### DATA SHOWN
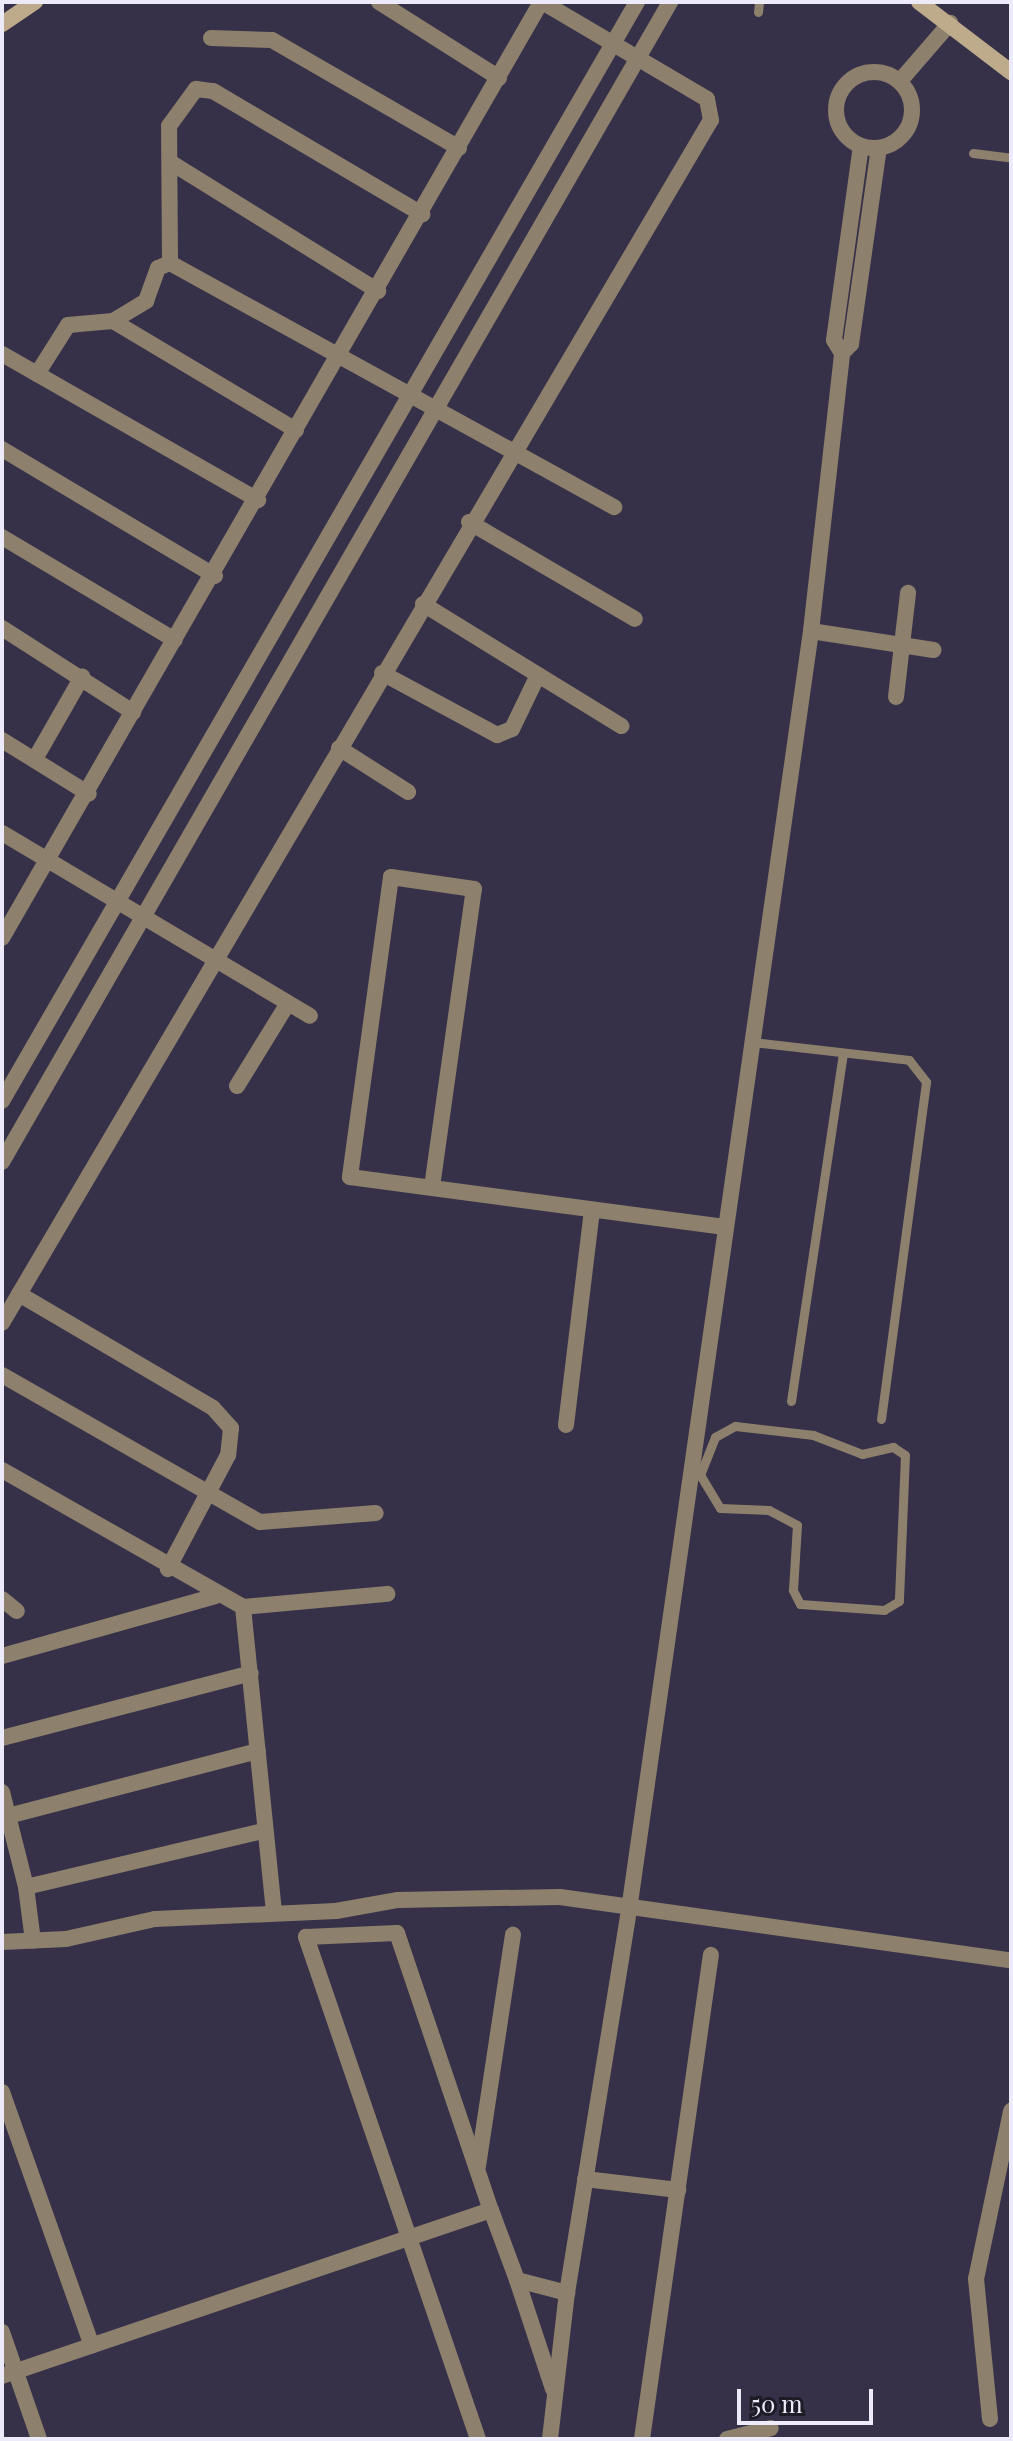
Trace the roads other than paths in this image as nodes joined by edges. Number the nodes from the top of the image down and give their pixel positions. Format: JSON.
{"nodes":[{"id":1,"x":35,"y":2,"type":"edge"},
{"id":2,"x":379,"y":2,"type":"edge"},
{"id":3,"x":541,"y":2,"type":"edge"},
{"id":4,"x":637,"y":2,"type":"edge"},
{"id":5,"x":670,"y":2,"type":"edge"},
{"id":6,"x":919,"y":2,"type":"edge"},
{"id":7,"x":950,"y":23,"type":"junction"},
{"id":8,"x":2,"y":24,"type":"edge"},
{"id":9,"x":211,"y":38,"type":"dead end"},
{"id":10,"x":614,"y":41,"type":"junction"},
{"id":11,"x":638,"y":55,"type":"junction"},
{"id":12,"x":1011,"y":72,"type":"edge"},
{"id":13,"x":499,"y":78,"type":"junction"},
{"id":14,"x":900,"y":81,"type":"junction"},
{"id":15,"x":861,"y":146,"type":"junction"},
{"id":16,"x":459,"y":148,"type":"junction"},
{"id":17,"x":879,"y":148,"type":"junction"},
{"id":18,"x":973,"y":153,"type":"dead end"},
{"id":19,"x":1011,"y":158,"type":"edge"},
{"id":20,"x":170,"y":162,"type":"junction"},
{"id":21,"x":422,"y":214,"type":"junction"},
{"id":22,"x":170,"y":263,"type":"junction"},
{"id":23,"x":378,"y":291,"type":"junction"},
{"id":24,"x":113,"y":321,"type":"junction"},
{"id":25,"x":842,"y":353,"type":"junction"},
{"id":26,"x":2,"y":354,"type":"edge"},
{"id":27,"x":336,"y":358,"type":"junction"},
{"id":28,"x":37,"y":374,"type":"junction"},
{"id":29,"x":409,"y":398,"type":"junction"},
{"id":30,"x":440,"y":413,"type":"junction"},
{"id":31,"x":296,"y":430,"type":"junction"},
{"id":32,"x":2,"y":449,"type":"edge"},
{"id":33,"x":510,"y":455,"type":"junction"},
{"id":34,"x":258,"y":500,"type":"junction"},
{"id":35,"x":614,"y":507,"type":"dead end"},
{"id":36,"x":469,"y":522,"type":"junction"},
{"id":37,"x":2,"y":537,"type":"edge"},
{"id":38,"x":215,"y":576,"type":"junction"},
{"id":39,"x":908,"y":593,"type":"dead end"},
{"id":40,"x":423,"y":604,"type":"junction"},
{"id":41,"x":635,"y":619,"type":"dead end"},
{"id":42,"x":2,"y":628,"type":"edge"},
{"id":43,"x":811,"y":631,"type":"junction"},
{"id":44,"x":175,"y":640,"type":"junction"},
{"id":45,"x":903,"y":644,"type":"junction"},
{"id":46,"x":934,"y":650,"type":"dead end"},
{"id":47,"x":382,"y":673,"type":"junction"},
{"id":48,"x":538,"y":675,"type":"junction"},
{"id":49,"x":82,"y":677,"type":"junction"},
{"id":50,"x":896,"y":697,"type":"dead end"},
{"id":51,"x":133,"y":712,"type":"junction"},
{"id":52,"x":621,"y":726,"type":"dead end"},
{"id":53,"x":2,"y":740,"type":"edge"},
{"id":54,"x":339,"y":748,"type":"junction"},
{"id":55,"x":35,"y":759,"type":"junction"},
{"id":56,"x":408,"y":792,"type":"dead end"},
{"id":57,"x":89,"y":794,"type":"junction"},
{"id":58,"x":2,"y":833,"type":"edge"},
{"id":59,"x":47,"y":859,"type":"junction"},
{"id":60,"x":119,"y":902,"type":"junction"},
{"id":61,"x":145,"y":916,"type":"junction"},
{"id":62,"x":4,"y":931,"type":"edge"},
{"id":63,"x":216,"y":963,"type":"junction"},
{"id":64,"x":288,"y":1003,"type":"junction"},
{"id":65,"x":310,"y":1016,"type":"dead end"},
{"id":66,"x":752,"y":1042,"type":"junction"},
{"id":67,"x":843,"y":1053,"type":"junction"},
{"id":68,"x":237,"y":1086,"type":"dead end"},
{"id":69,"x":2,"y":1101,"type":"edge"},
{"id":70,"x":2,"y":1162,"type":"edge"},
{"id":71,"x":432,"y":1187,"type":"junction"},
{"id":72,"x":592,"y":1210,"type":"junction"},
{"id":73,"x":725,"y":1227,"type":"junction"},
{"id":74,"x":19,"y":1294,"type":"junction"},
{"id":75,"x":2,"y":1323,"type":"edge"},
{"id":76,"x":2,"y":1375,"type":"edge"},
{"id":77,"x":791,"y":1401,"type":"dead end"},
{"id":78,"x":881,"y":1419,"type":"dead end"},
{"id":79,"x":566,"y":1425,"type":"dead end"},
{"id":80,"x":2,"y":1470,"type":"edge"},
{"id":81,"x":694,"y":1476,"type":"junction"},
{"id":82,"x":209,"y":1497,"type":"junction"},
{"id":83,"x":376,"y":1513,"type":"dead end"},
{"id":84,"x":168,"y":1569,"type":"junction"},
{"id":85,"x":387,"y":1594,"type":"dead end"},
{"id":86,"x":216,"y":1596,"type":"junction"},
{"id":87,"x":2,"y":1599,"type":"edge"},
{"id":88,"x":243,"y":1607,"type":"junction"},
{"id":89,"x":17,"y":1611,"type":"dead end"},
{"id":90,"x":2,"y":1656,"type":"edge"},
{"id":91,"x":251,"y":1673,"type":"junction"},
{"id":92,"x":2,"y":1738,"type":"edge"},
{"id":93,"x":258,"y":1751,"type":"junction"},
{"id":94,"x":2,"y":1792,"type":"edge"},
{"id":95,"x":8,"y":1816,"type":"junction"},
{"id":96,"x":263,"y":1831,"type":"junction"},
{"id":97,"x":26,"y":1887,"type":"junction"},
{"id":98,"x":629,"y":1910,"type":"junction"},
{"id":99,"x":274,"y":1912,"type":"junction"},
{"id":100,"x":513,"y":1935,"type":"dead end"},
{"id":101,"x":33,"y":1941,"type":"junction"},
{"id":102,"x":2,"y":1942,"type":"edge"},
{"id":103,"x":711,"y":1955,"type":"dead end"},
{"id":104,"x":1011,"y":1960,"type":"edge"},
{"id":105,"x":2,"y":2092,"type":"edge"},
{"id":106,"x":1011,"y":2111,"type":"edge"},
{"id":107,"x":478,"y":2170,"type":"junction"},
{"id":108,"x":585,"y":2179,"type":"junction"},
{"id":109,"x":678,"y":2190,"type":"junction"},
{"id":110,"x":491,"y":2210,"type":"junction"},
{"id":111,"x":404,"y":2237,"type":"junction"},
{"id":112,"x":517,"y":2280,"type":"junction"},
{"id":113,"x":567,"y":2293,"type":"junction"},
{"id":114,"x":2,"y":2332,"type":"edge"},
{"id":115,"x":92,"y":2346,"type":"junction"},
{"id":116,"x":9,"y":2373,"type":"edge"},
{"id":117,"x":555,"y":2394,"type":"junction"},
{"id":118,"x":990,"y":2419,"type":"dead end"},
{"id":119,"x":771,"y":2428,"type":"dead end"},
{"id":120,"x":39,"y":2439,"type":"edge"},
{"id":121,"x":478,"y":2439,"type":"edge"},
{"id":122,"x":550,"y":2439,"type":"edge"},
{"id":123,"x":642,"y":2439,"type":"edge"},
{"id":124,"x":727,"y":2439,"type":"edge"}],
"edges":[{"from":1,"to":8,"type":"main road"},
{"from":2,"to":13,"type":"street"},
{"from":3,"to":10,"type":"street"},
{"from":3,"to":13,"type":"street"},
{"from":4,"to":10,"type":"street"},
{"from":5,"to":11,"type":"street"},
{"from":6,"to":7,"type":"main road"},
{"from":7,"to":12,"type":"main road"},
{"from":7,"to":14,"type":"street"},
{"from":9,"to":16,"type":"street"},
{"from":10,"to":11,"type":"street"},
{"from":10,"to":29,"type":"street"},
{"from":11,"to":30,"type":"street"},
{"from":11,"to":33,"type":"street"},
{"from":13,"to":16,"type":"street"},
{"from":14,"to":15,"type":"street"},
{"from":14,"to":17,"type":"street"},
{"from":15,"to":17,"type":"street"},
{"from":15,"to":25,"type":"street"},
{"from":16,"to":21,"type":"street"},
{"from":17,"to":25,"type":"street"},
{"from":18,"to":19,"type":"lane"},
{"from":20,"to":21,"type":"street"},
{"from":20,"to":22,"type":"street"},
{"from":20,"to":23,"type":"street"},
{"from":21,"to":23,"type":"street"},
{"from":22,"to":24,"type":"street"},
{"from":22,"to":27,"type":"street"},
{"from":23,"to":27,"type":"street"},
{"from":24,"to":28,"type":"street"},
{"from":24,"to":31,"type":"street"},
{"from":25,"to":43,"type":"street"},
{"from":26,"to":28,"type":"street"},
{"from":27,"to":29,"type":"street"},
{"from":27,"to":31,"type":"street"},
{"from":28,"to":34,"type":"street"},
{"from":29,"to":30,"type":"street"},
{"from":29,"to":60,"type":"street"},
{"from":30,"to":33,"type":"street"},
{"from":30,"to":61,"type":"street"},
{"from":31,"to":34,"type":"street"},
{"from":32,"to":38,"type":"street"},
{"from":33,"to":35,"type":"street"},
{"from":33,"to":36,"type":"street"},
{"from":34,"to":38,"type":"street"},
{"from":36,"to":40,"type":"street"},
{"from":36,"to":41,"type":"street"},
{"from":37,"to":44,"type":"street"},
{"from":38,"to":44,"type":"street"},
{"from":39,"to":45,"type":"street"},
{"from":40,"to":47,"type":"street"},
{"from":40,"to":48,"type":"street"},
{"from":42,"to":49,"type":"street"},
{"from":43,"to":45,"type":"street"},
{"from":43,"to":66,"type":"street"},
{"from":44,"to":51,"type":"street"},
{"from":45,"to":46,"type":"street"},
{"from":45,"to":50,"type":"street"},
{"from":47,"to":48,"type":"street"},
{"from":47,"to":54,"type":"street"},
{"from":48,"to":52,"type":"street"},
{"from":49,"to":51,"type":"street"},
{"from":49,"to":55,"type":"street"},
{"from":51,"to":57,"type":"street"},
{"from":53,"to":55,"type":"street"},
{"from":54,"to":56,"type":"street"},
{"from":54,"to":63,"type":"street"},
{"from":55,"to":57,"type":"street"},
{"from":57,"to":59,"type":"street"},
{"from":58,"to":59,"type":"street"},
{"from":59,"to":60,"type":"street"},
{"from":59,"to":62,"type":"street"},
{"from":60,"to":61,"type":"street"},
{"from":60,"to":69,"type":"street"},
{"from":61,"to":63,"type":"street"},
{"from":61,"to":70,"type":"street"},
{"from":63,"to":64,"type":"street"},
{"from":63,"to":74,"type":"street"},
{"from":64,"to":65,"type":"street"},
{"from":64,"to":68,"type":"street"},
{"from":66,"to":67,"type":"lane"},
{"from":66,"to":73,"type":"street"},
{"from":67,"to":77,"type":"lane"},
{"from":67,"to":78,"type":"lane"},
{"from":71,"to":71,"type":"street"},
{"from":71,"to":72,"type":"street"},
{"from":72,"to":73,"type":"street"},
{"from":72,"to":79,"type":"street"},
{"from":73,"to":81,"type":"street"},
{"from":74,"to":75,"type":"street"},
{"from":74,"to":82,"type":"street"},
{"from":76,"to":82,"type":"street"},
{"from":80,"to":84,"type":"street"},
{"from":81,"to":81,"type":"lane"},
{"from":81,"to":98,"type":"street"},
{"from":82,"to":83,"type":"street"},
{"from":82,"to":84,"type":"street"},
{"from":84,"to":86,"type":"street"},
{"from":85,"to":88,"type":"street"},
{"from":86,"to":88,"type":"street"},
{"from":86,"to":90,"type":"street"},
{"from":87,"to":89,"type":"street"},
{"from":88,"to":91,"type":"street"},
{"from":91,"to":92,"type":"street"},
{"from":91,"to":93,"type":"street"},
{"from":93,"to":95,"type":"street"},
{"from":93,"to":96,"type":"street"},
{"from":94,"to":95,"type":"street"},
{"from":95,"to":97,"type":"street"},
{"from":96,"to":97,"type":"street"},
{"from":96,"to":99,"type":"street"},
{"from":97,"to":101,"type":"street"},
{"from":98,"to":99,"type":"street"},
{"from":98,"to":104,"type":"street"},
{"from":98,"to":108,"type":"street"},
{"from":99,"to":101,"type":"street"},
{"from":100,"to":107,"type":"street"},
{"from":101,"to":102,"type":"street"},
{"from":103,"to":109,"type":"street"},
{"from":105,"to":115,"type":"street"},
{"from":106,"to":118,"type":"street"},
{"from":107,"to":110,"type":"street"},
{"from":107,"to":111,"type":"street"},
{"from":108,"to":109,"type":"street"},
{"from":108,"to":113,"type":"street"},
{"from":109,"to":123,"type":"street"},
{"from":110,"to":111,"type":"street"},
{"from":110,"to":112,"type":"street"},
{"from":111,"to":115,"type":"street"},
{"from":111,"to":121,"type":"street"},
{"from":112,"to":113,"type":"street"},
{"from":112,"to":117,"type":"street"},
{"from":113,"to":117,"type":"street"},
{"from":114,"to":116,"type":"street"},
{"from":115,"to":116,"type":"street"},
{"from":116,"to":120,"type":"street"},
{"from":117,"to":122,"type":"street"},
{"from":119,"to":124,"type":"street"}]}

### TASK GOAL
Which lines in the records above contain the word "lane"? Copy each one.

### PROBLEM SOLUTION
{"from":18,"to":19,"type":"lane"},
{"from":66,"to":67,"type":"lane"},
{"from":67,"to":77,"type":"lane"},
{"from":67,"to":78,"type":"lane"},
{"from":81,"to":81,"type":"lane"},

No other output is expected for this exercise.